I share this story because in many ways it illustrates how the early messages we get about other sisters impact us years later. Many of us have experiences with our moms, aunties, grandmothers, or other women in our lives who have warned us to be wary of other women, that they are not to be trusted, that they are not safe, that they do not mean us well. If we’ve grown up with these ideas, then it stands to reason that as adults we may have trouble building sustaining connections with other Black women. But one of the true gifts of sisterhood is the ability to revise this script with and for one another.

If it’s true that we can pass trauma and dysfunction from generation to generation, can it not also be the case that we pass joy, resilience, and connection through the same mechanism?
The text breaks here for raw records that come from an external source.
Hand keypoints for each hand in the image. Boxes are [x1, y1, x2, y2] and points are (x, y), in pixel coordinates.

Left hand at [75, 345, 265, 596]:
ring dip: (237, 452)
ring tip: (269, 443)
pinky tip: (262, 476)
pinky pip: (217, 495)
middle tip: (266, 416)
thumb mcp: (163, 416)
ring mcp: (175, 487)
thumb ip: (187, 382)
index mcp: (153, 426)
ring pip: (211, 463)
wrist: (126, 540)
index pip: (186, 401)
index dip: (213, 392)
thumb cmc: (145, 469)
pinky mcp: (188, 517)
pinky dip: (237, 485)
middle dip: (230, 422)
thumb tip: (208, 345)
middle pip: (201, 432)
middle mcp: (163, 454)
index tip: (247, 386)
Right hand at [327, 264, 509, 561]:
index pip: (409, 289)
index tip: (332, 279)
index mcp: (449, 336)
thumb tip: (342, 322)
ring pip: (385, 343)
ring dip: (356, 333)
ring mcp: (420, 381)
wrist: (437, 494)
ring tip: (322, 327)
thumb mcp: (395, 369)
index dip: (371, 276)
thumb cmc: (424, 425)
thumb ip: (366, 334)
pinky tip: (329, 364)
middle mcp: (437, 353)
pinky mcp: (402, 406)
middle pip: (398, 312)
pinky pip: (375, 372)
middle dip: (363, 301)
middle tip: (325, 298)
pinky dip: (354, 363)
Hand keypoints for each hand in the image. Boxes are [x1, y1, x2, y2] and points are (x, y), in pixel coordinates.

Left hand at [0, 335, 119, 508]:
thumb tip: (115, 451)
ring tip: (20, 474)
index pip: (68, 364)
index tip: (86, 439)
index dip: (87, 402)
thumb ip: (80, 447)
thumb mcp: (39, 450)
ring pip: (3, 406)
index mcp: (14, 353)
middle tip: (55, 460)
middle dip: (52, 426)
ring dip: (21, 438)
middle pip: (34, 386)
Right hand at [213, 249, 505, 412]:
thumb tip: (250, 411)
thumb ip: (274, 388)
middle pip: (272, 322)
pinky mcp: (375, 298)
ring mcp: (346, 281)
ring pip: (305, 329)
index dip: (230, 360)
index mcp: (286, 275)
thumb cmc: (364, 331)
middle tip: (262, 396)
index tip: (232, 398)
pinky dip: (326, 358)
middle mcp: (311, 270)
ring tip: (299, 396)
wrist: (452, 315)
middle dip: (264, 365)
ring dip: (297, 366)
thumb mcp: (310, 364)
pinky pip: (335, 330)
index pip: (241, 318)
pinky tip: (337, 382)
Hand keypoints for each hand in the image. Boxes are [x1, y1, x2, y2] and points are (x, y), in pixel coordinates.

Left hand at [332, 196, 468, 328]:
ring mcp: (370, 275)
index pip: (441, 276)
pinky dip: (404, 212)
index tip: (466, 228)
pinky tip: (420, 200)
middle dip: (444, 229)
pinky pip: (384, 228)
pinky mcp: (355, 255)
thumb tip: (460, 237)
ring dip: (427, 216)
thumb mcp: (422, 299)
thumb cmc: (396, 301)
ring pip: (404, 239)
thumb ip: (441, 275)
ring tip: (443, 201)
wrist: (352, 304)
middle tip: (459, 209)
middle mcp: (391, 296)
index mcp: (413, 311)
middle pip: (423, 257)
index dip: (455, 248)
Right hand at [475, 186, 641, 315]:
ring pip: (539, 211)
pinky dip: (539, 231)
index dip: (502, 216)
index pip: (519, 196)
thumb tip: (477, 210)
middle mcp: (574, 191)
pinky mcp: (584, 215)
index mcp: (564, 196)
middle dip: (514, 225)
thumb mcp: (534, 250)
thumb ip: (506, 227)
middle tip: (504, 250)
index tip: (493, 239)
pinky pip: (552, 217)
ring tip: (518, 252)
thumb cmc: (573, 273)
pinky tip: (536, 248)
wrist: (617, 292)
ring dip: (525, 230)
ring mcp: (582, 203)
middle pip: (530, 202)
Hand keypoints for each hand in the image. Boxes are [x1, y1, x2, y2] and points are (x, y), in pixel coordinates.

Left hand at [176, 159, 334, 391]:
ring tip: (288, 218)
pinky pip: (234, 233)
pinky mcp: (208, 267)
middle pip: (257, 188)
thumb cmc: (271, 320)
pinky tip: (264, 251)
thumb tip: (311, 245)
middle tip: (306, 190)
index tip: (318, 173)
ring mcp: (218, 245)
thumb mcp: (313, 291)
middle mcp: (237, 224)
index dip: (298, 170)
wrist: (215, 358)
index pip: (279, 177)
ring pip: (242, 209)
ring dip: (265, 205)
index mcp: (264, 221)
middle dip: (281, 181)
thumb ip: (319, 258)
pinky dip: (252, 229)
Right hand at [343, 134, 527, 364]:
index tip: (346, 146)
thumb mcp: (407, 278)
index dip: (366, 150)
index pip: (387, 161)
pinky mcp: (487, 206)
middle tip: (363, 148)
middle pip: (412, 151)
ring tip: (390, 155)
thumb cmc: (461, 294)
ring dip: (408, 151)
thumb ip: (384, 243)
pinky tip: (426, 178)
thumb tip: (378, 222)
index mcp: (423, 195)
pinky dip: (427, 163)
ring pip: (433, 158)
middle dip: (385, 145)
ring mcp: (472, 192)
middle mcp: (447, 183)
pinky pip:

According to scholar Katrina Bell McDonald, author of Embracing Sisterhood, women’s roles in precolonial Africa focused primarily on mothering children and being mothers of the culture. In this vein, women were bound to one another in pushing forth these values, which to my mind feels like the basis of how Black culture is shared and passed on today, through the stories of Black women. McDonald goes on to say that the values of “the primacy of kinship and communalism; reverence for ancestors and elders; and respect for and practice of spirituality, the centrality of motherhood, and shared power between men and women and of gendered institutional practice where it is beneficial to the self-determination and agency of family and community” are what serve as the foundation for sisterhood as we know it today. These values and the ways that precolonial Black women operated within this system have provided us with a framework for what’s possible as we strive to forge a path forward in a postcolonial, postslavery world.

The creation of Black sisterhood as we know it is the result of our foremothers taking those ancestral values of communal engagement and, in the face of horrific trauma, reimagining them—allowing those values to transform into an undefinable yet deeply felt connection among us as sisters. What an amazing demonstration of resilience and interpersonal innovation! In perhaps one of the very first instances of what we now call Black girl magic, our foremothers practiced their alchemy, taking the ideals of our ancestry and turning them into a kind of relationship that could sustain and heal us.

From post-Reconstruction through the Harlem Renaissance to the civil rights and Black Arts movements to the digital age of the 21st century, Black women are often left to gather and forge bonds with one another as we navigate increased exposure in white spaces—whether traditionally as caregivers and cleaners in white homes, or later as the first Black student in an all-white school, or the first Black woman anything anywhere. Historically, and until the present day, sisterhood is a modern Black woman’s birthright. Sure, we all have a choice as to whether we will accept it. But one thing remains true: It is ours. We do not have to do anything but exist to be part of this powerful network of support.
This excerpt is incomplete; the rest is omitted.